Why Does Debt Bring Risk?
Generally speaking, debt only becomes a real problem when a company can't easily pay it off, either by raising capital or with its own cash flow. Part and parcel of capitalism is the process of 'creative destruction' where failed businesses are mercilessly liquidated by their bankers. While that is not too common, we often do see indebted companies permanently diluting shareholders because lenders force them to raise capital at a distressed price. Of course, debt can be an important tool in businesses, particularly capital heavy businesses. The first thing to do when considering how much debt a business uses is to look at its cash and debt together.
View our latest analysis for Cue Biopharma
What Is Cue Biopharma's Net Debt?
You can click the graphic below for the historical numbers, but it shows that as of June 2022 Cue Biopharma had US$9.91m of debt, an increase on none, over one year.

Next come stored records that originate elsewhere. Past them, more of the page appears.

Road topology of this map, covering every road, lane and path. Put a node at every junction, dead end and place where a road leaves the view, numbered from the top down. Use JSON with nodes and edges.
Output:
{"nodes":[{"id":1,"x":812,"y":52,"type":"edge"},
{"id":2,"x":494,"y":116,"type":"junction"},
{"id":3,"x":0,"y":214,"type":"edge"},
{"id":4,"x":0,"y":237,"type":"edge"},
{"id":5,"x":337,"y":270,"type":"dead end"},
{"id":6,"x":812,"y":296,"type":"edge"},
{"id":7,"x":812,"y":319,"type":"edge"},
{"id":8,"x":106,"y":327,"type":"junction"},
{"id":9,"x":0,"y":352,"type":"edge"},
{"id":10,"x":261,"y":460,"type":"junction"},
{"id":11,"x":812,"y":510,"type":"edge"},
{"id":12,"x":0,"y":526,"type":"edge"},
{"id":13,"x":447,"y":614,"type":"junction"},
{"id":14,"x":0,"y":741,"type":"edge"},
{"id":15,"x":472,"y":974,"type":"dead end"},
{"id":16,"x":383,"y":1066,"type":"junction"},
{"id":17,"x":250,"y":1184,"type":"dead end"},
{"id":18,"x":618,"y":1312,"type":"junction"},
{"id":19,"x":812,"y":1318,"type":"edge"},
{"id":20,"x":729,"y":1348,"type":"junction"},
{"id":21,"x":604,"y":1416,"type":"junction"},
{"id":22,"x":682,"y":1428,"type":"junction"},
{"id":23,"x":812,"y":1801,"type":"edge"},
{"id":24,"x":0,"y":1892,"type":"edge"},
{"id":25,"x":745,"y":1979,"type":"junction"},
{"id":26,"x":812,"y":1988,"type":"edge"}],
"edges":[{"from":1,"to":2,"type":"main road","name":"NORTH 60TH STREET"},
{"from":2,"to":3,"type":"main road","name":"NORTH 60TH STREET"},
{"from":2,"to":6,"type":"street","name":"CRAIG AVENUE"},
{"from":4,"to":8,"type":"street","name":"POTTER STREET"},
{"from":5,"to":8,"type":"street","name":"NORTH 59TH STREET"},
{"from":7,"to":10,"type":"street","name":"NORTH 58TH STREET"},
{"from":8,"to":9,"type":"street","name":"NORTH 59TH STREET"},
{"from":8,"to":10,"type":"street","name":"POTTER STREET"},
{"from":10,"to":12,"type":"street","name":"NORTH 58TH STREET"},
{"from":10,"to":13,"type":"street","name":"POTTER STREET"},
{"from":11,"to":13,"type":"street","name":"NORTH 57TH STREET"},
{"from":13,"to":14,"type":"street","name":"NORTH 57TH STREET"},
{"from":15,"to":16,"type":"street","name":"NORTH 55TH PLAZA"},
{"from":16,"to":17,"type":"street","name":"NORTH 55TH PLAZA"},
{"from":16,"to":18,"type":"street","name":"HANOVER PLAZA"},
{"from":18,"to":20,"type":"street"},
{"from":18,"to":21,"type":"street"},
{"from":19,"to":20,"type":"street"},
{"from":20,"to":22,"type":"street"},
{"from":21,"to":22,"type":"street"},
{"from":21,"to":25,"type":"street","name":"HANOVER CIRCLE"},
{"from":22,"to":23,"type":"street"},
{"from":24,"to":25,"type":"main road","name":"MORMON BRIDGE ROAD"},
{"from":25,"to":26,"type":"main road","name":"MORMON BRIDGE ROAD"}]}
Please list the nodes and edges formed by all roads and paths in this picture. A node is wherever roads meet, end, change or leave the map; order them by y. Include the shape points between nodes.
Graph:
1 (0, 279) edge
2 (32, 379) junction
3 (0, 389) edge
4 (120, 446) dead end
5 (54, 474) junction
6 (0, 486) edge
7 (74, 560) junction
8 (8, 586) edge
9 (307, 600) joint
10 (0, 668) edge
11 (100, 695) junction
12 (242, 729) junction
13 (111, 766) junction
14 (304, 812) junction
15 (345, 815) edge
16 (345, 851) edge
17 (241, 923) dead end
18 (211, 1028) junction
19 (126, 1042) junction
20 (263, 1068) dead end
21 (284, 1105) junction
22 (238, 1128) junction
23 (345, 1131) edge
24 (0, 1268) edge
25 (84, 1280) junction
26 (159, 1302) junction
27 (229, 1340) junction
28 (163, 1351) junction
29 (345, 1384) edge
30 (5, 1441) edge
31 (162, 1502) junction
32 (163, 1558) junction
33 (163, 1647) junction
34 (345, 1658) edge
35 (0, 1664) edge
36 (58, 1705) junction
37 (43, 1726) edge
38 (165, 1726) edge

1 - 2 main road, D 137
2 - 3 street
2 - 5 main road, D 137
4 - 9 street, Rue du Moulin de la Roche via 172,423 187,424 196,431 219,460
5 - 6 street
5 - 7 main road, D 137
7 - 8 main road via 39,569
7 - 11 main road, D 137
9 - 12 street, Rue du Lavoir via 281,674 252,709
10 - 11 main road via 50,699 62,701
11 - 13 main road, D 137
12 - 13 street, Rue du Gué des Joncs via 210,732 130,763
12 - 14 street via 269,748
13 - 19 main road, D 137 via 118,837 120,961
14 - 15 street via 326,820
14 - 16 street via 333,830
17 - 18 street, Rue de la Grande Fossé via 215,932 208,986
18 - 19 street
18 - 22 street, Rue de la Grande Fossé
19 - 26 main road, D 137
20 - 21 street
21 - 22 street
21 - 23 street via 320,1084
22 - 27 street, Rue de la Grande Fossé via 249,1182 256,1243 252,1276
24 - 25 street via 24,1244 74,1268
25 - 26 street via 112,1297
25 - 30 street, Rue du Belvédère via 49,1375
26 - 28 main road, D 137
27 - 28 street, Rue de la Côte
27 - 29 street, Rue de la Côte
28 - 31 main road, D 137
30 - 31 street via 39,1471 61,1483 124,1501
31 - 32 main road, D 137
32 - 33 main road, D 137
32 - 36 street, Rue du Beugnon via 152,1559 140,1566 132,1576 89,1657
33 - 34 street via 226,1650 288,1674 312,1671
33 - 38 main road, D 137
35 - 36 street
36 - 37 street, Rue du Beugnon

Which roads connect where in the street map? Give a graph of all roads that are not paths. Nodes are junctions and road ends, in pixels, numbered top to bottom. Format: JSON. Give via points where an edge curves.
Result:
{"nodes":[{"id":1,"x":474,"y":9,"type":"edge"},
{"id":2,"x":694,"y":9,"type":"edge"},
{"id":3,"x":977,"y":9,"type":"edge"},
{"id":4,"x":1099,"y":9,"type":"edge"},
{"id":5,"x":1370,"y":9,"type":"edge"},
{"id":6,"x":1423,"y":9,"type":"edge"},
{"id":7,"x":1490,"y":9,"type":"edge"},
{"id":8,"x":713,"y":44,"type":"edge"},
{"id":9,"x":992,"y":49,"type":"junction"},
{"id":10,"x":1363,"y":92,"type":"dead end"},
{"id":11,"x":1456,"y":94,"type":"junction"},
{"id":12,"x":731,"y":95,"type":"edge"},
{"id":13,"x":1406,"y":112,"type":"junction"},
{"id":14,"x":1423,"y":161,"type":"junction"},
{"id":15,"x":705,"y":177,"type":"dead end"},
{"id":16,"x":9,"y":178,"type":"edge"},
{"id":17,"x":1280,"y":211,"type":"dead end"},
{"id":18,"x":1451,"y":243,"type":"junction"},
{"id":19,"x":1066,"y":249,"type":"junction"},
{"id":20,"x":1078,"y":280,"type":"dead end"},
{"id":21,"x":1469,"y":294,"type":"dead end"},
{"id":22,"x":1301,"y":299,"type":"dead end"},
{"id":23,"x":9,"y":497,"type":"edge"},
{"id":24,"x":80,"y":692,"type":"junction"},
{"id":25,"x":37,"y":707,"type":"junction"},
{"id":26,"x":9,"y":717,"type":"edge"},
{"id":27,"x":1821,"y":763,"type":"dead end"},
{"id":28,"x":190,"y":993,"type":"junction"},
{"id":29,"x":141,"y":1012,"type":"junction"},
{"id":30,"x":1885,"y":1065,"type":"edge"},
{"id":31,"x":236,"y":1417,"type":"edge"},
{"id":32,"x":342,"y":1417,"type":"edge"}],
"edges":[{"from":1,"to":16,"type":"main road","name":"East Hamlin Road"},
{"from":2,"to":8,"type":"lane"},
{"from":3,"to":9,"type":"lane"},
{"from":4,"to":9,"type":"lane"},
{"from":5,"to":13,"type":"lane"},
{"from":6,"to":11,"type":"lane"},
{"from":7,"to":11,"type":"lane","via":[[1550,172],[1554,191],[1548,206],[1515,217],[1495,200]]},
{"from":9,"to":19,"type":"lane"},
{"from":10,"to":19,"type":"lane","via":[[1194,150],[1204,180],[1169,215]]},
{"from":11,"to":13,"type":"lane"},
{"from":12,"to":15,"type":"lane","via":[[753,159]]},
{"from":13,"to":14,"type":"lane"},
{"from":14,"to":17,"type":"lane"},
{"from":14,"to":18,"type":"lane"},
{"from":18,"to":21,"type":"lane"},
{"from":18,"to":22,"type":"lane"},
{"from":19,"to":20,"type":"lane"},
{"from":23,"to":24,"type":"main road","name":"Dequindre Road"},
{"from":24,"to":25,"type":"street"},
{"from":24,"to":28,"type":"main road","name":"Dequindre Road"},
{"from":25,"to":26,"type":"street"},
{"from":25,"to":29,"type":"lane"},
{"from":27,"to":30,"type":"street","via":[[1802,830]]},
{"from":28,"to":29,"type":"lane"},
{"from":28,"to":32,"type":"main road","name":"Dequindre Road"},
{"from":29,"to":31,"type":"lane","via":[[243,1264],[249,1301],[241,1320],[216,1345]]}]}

However, its balance sheet shows it holds US$66.1m in cash, so it actually has US$56.2m net cash.
A Look At Cue Biopharma's Liabilities
Zooming in on the latest balance sheet data, we can see that Cue Biopharma had liabilities of US$8.32m due within 12 months and liabilities of US$16.7m due beyond that. On the other hand, it had cash of US$66.1m and US$736.0k worth of receivables due within a year. So it can boast US$41.9m more liquid assets than total liabilities.
This surplus liquidity suggests that Cue Biopharma's balance sheet could take a hit just as well as Homer Simpson's head can take a punch. Having regard to this fact, we think its balance sheet is as strong as an ox. Simply put, the fact that Cue Biopharma has more cash than debt is arguably a good indication that it can manage its debt safely. When analysing debt levels, the balance sheet is the obvious place to start. But ultimately the future profitability of the business will decide if Cue Biopharma can strengthen its balance sheet over time. So if you're focused on the future you can check out this free report showing analyst profit forecasts.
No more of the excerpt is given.